La casa donde vivíamos estaba en Cheyne Walk y tenía vistas al río Támesis... pero con cuatro carriles para vehículos pesados entre medio. Pasaban camiones las veinticuatro horas del día, escupiendo humos de diésel. Todos los alféizares estaban negros de residuos. Era imposible que Anjel no se hubiera fijado. Me di cuenta de que no quería hacerlo, no quería darle ninguna importancia. El comentario era una alusión a la famosa niebla mezclada con humo de Los Ángeles. Londres era para ella, incluso más que para mí, un lugar especial, mejor en todos los sentidos que Los Ángeles, y quería que me encantara.

Hice lo que se me pedía pero a regañadientes. Los camioneros hacían sonar la bocina al vernos con pantalones cortos, y me sentía ridícula corriendo parada en la acera mientras esperábamos a que cambiara el semáforo. Nadie hacía jogging en Londres y menos aún por la calle, por no hablar de esa arteria congestionada por camiones. Era consciente de lo americanas que parecíamos y no lo soportaba; no soportaba llamar la atención, no soportaba parecer diferente. Por suerte, nunca volvió a proponerme que saliéramos a correr.

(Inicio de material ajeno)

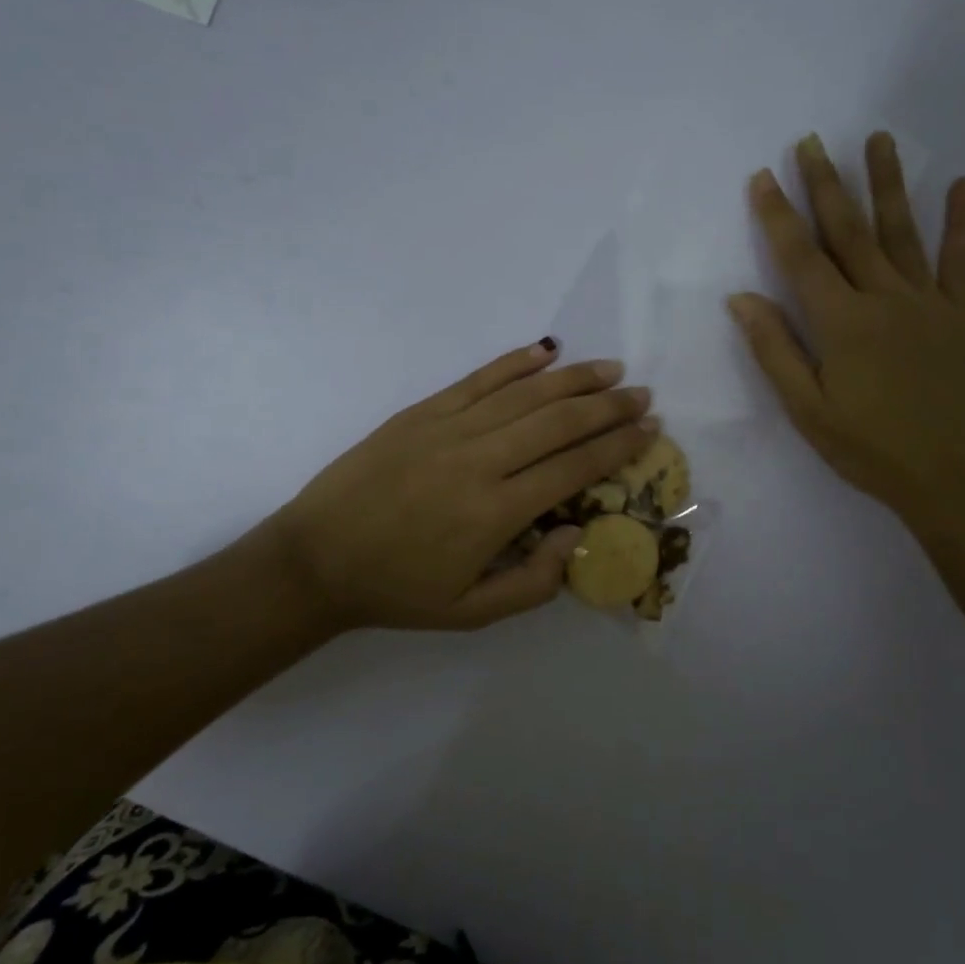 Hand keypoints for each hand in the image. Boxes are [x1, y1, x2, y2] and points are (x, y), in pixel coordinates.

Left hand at [265, 342, 657, 631]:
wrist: (315, 559)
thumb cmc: (398, 590)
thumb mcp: (472, 612)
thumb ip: (534, 582)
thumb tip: (578, 534)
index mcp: (496, 512)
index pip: (574, 468)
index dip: (618, 446)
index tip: (649, 430)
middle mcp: (480, 460)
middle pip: (559, 422)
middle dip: (608, 407)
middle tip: (642, 395)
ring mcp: (449, 428)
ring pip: (526, 394)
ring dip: (574, 379)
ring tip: (610, 369)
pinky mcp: (423, 411)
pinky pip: (479, 379)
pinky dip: (516, 362)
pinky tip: (546, 351)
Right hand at [729, 133, 964, 537]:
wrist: (954, 476)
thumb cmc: (869, 448)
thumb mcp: (807, 410)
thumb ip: (775, 350)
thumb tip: (740, 298)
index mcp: (841, 322)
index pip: (800, 256)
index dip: (778, 214)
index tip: (764, 175)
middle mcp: (883, 297)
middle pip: (849, 230)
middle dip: (826, 183)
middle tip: (812, 141)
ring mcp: (928, 301)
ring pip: (902, 230)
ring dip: (888, 182)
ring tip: (878, 138)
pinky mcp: (962, 313)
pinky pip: (960, 259)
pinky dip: (961, 221)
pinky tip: (962, 184) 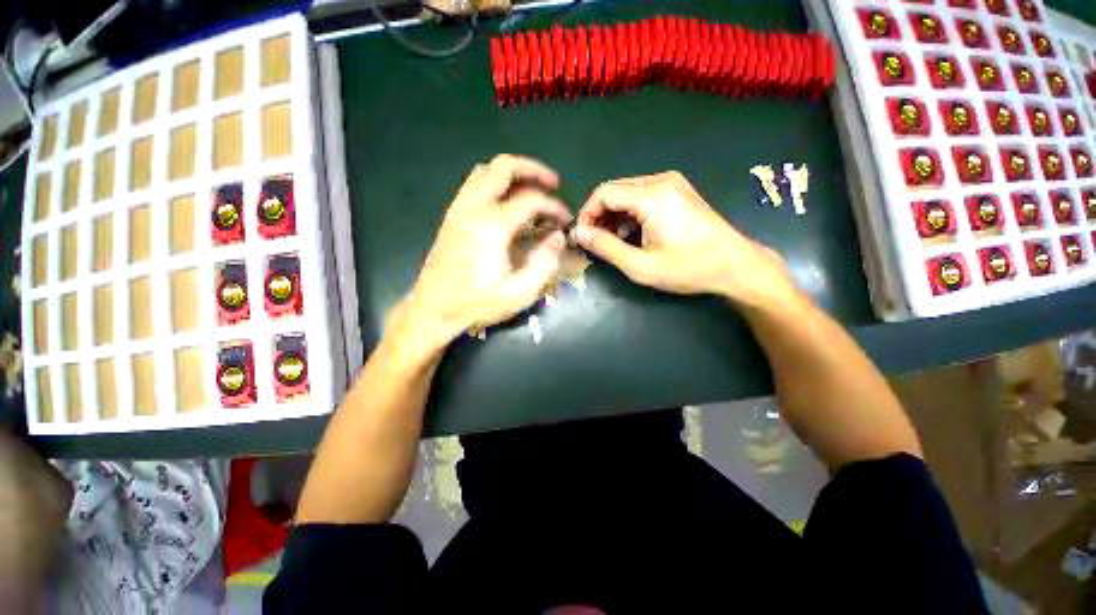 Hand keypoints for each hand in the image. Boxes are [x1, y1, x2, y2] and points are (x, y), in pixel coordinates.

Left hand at [402, 155, 571, 347]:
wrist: (434, 308)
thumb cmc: (478, 303)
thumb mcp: (520, 291)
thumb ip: (545, 262)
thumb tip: (557, 236)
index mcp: (493, 226)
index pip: (532, 200)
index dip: (554, 207)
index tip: (565, 221)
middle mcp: (474, 208)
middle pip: (504, 167)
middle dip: (533, 170)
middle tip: (553, 184)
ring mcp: (459, 209)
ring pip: (486, 171)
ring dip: (513, 174)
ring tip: (531, 189)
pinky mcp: (452, 216)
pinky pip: (474, 184)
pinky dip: (495, 183)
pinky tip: (506, 203)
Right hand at [574, 171, 797, 309]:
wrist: (735, 265)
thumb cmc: (688, 268)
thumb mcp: (640, 265)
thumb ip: (606, 247)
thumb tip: (579, 234)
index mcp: (652, 195)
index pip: (603, 193)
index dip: (587, 214)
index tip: (583, 237)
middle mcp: (660, 180)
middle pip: (614, 190)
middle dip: (599, 215)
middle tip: (596, 242)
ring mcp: (671, 183)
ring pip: (627, 192)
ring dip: (614, 215)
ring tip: (613, 242)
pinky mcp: (677, 190)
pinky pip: (642, 195)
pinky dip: (629, 213)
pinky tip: (632, 234)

Más que nada íbamos de compras y curioseábamos en los puestos de Antiquarius, un mercado de antigüedades enorme que había en King’s Road. Anjel me explicó que a mamá le encantaba ir de anticuarios. Cuando pasábamos por delante de Chelsea Cobbler, me dijo que mamá se había hecho allí los zapatos. Señalaba esos lugares más a la manera de una guía turística en un lugar santo que como incidentes de su propia vida con mamá. No quería hablar de lo que habían hecho juntas y yo no quería oírle hablar de ello. Me habría hecho sentir aún más insignificante, puesto que no había sido yo.

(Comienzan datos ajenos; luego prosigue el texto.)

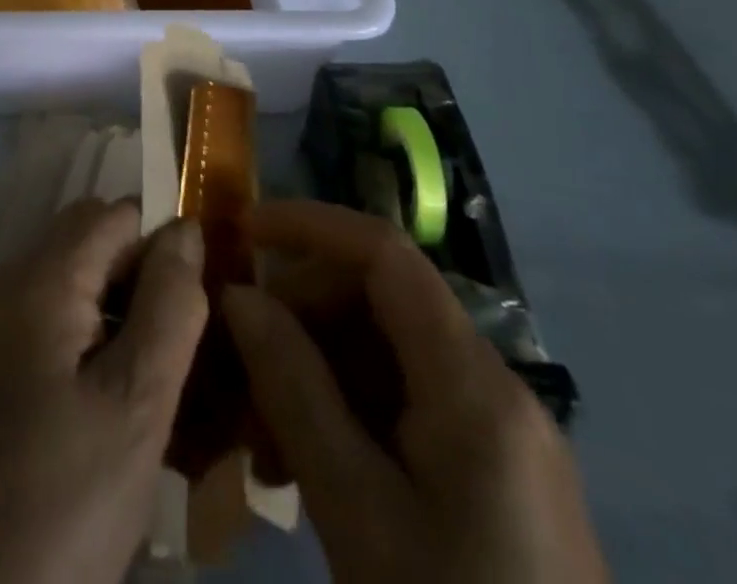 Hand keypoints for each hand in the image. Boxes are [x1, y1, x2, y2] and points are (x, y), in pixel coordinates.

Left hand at [0, 200, 208, 583]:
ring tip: (152, 382)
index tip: (195, 305)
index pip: (114, 214)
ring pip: (69, 282)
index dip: (162, 244)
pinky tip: (108, 404)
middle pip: (88, 241)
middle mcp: (6, 282)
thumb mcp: (135, 406)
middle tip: (177, 351)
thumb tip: (185, 228)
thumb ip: (168, 307)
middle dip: (139, 276)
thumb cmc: (59, 499)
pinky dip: (86, 340)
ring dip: (116, 311)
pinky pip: (46, 321)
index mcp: (40, 277)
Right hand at [224, 200, 607, 583]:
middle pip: (381, 300)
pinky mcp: (492, 475)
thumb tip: (238, 295)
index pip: (385, 253)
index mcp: (474, 385)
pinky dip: (347, 412)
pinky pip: (405, 404)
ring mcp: (498, 434)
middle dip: (302, 312)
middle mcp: (494, 389)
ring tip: (262, 433)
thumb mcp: (357, 511)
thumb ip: (294, 388)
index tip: (240, 233)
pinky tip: (305, 462)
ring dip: (315, 369)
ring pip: (386, 352)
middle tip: (241, 362)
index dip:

Estábamos en 1978 y King’s Road era el centro de los punks. Crestas con púas de un centímetro de longitud teñidas de negro, azul y verde; tejanos rasgados, cuero y mallas; cadenas y alfileres perforando la piel. Nunca había visto nada igual. Los miraba procurando que no me sorprendieran mirándolos por si se enfadaban. Los envidié. Parecían tan seguros de lo que eran: punks. Y de dónde les correspondía estar: en King’s Road.

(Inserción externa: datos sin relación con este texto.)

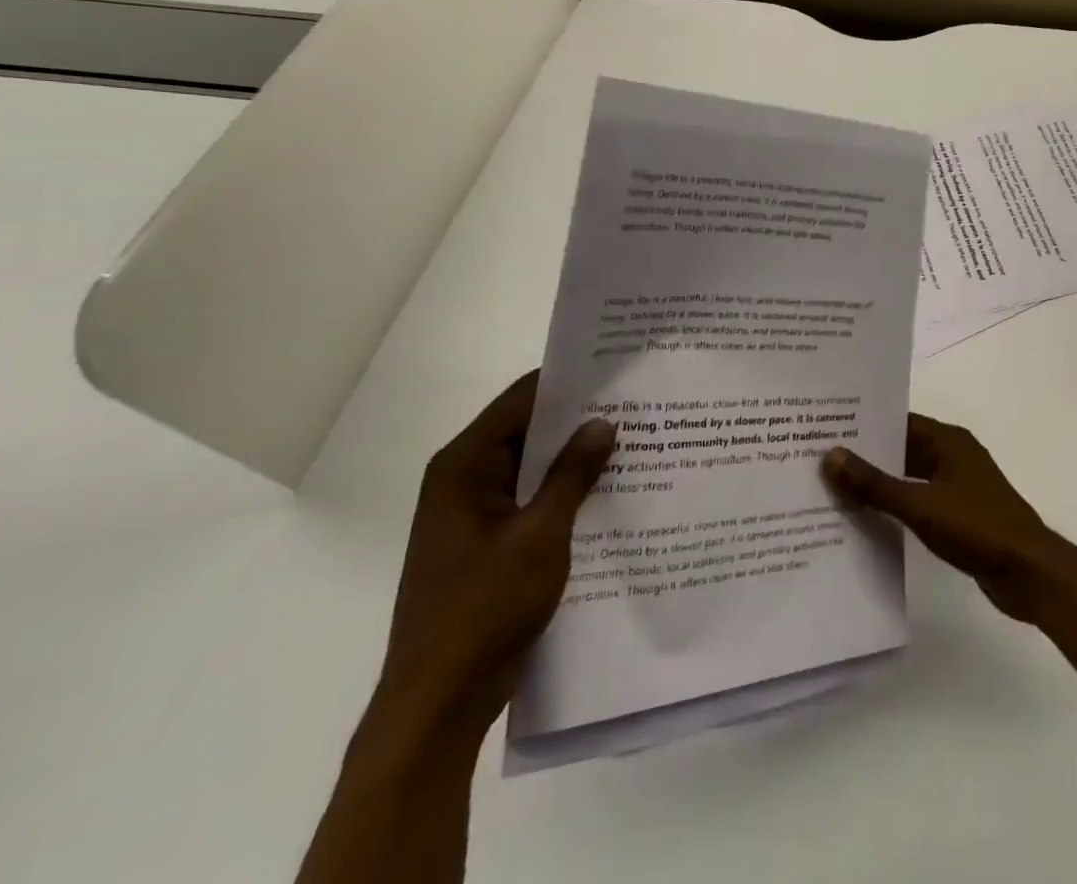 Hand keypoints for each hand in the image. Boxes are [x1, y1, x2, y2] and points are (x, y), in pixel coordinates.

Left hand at [374, 371, 615, 742]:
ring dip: (575, 459)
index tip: (618, 370)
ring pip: (532, 467)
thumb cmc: (484, 610)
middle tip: (638, 405)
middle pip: (527, 430)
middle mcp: (463, 481)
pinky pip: (531, 499)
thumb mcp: (541, 534)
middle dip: (579, 420)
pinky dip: (565, 491)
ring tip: (635, 442)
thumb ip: (573, 474)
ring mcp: (473, 514)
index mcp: (464, 467)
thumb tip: (603, 422)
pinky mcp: (487, 543)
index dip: (569, 382)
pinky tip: (610, 491)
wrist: (437, 705)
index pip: (522, 399)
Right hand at [822, 414, 1076, 622]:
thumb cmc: (978, 527)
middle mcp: (953, 455)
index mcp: (948, 440)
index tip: (826, 428)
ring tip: (833, 488)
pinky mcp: (959, 513)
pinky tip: (866, 518)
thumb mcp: (921, 505)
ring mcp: (958, 485)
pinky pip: (919, 500)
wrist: (1029, 572)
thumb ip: (875, 484)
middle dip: (866, 454)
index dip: (865, 424)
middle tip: (819, 459)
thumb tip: (831, 456)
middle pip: (902, 447)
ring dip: (880, 483)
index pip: (899, 420)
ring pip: (909, 476)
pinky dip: (896, 506)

Estaban enfadados; eso me chocó. Yo me había arrancado la rabia y ya no me acordaba de lo que era. A su lado me sentía incorpórea. Y las tranquilas calles de Chelsea, donde vivían los amigos de Jack y Anjel, me parecían irreales en comparación. También Los Ángeles, donde todo el mundo circulaba dentro de pequeños caparazones individuales con una rueda en cada esquina, aislados del mundo real.

Tampoco había visto nunca tantas deformidades físicas: malas dentaduras, cojeras, gente con tumores en la cara o ciega, víctimas de la talidomida con los brazos atrofiados. Te los encontrabas en los autobuses, caminando por las aceras. Decidí que era una de las cosas que me gustaba de Londres; la gente no tenía que ser perfecta, no tenía que esconderse ni ser igual que todo el mundo o hablar de la misma manera: me encantaban los distintos acentos, las risas y las broncas que llegaban de los pubs, los vítores que se oían detrás de las cortinas de las casas de apuestas. La vida no era algo aséptico y envuelto en celofán como lo había sido en Los Ángeles.

Me encantaba salir de casa e ir andando a cualquier parte. En casa de Cici había tenido un cañón con una ladera y un riachuelo donde pasear; pero desde entonces me había visto varada en una playa o en la cima de una montaña, incapaz de ir a ninguna parte si no me llevaba alguien en coche. En Londres, si quería ir a algún lugar que estaba más lejos de lo que quería caminar, podía alargar un brazo y parar un taxi.

Seguía viendo pintadas de Brits Out en los puentes ferroviarios y en los edificios bombardeados por los nazis en los años cuarenta. Me fascinaban esos edificios con los lados arrancados, dejando ver escaleras en zigzag, papel pintado descolorido, cañerías que no iban a ninguna parte. Me encantaba pasearme por las calles y mirar por las ventanas de las casas: montones de pantallas redondas que colgaban de los techos y, debajo de ellas, alguien cocinando, trabajando, jugando o yendo de un sitio a otro.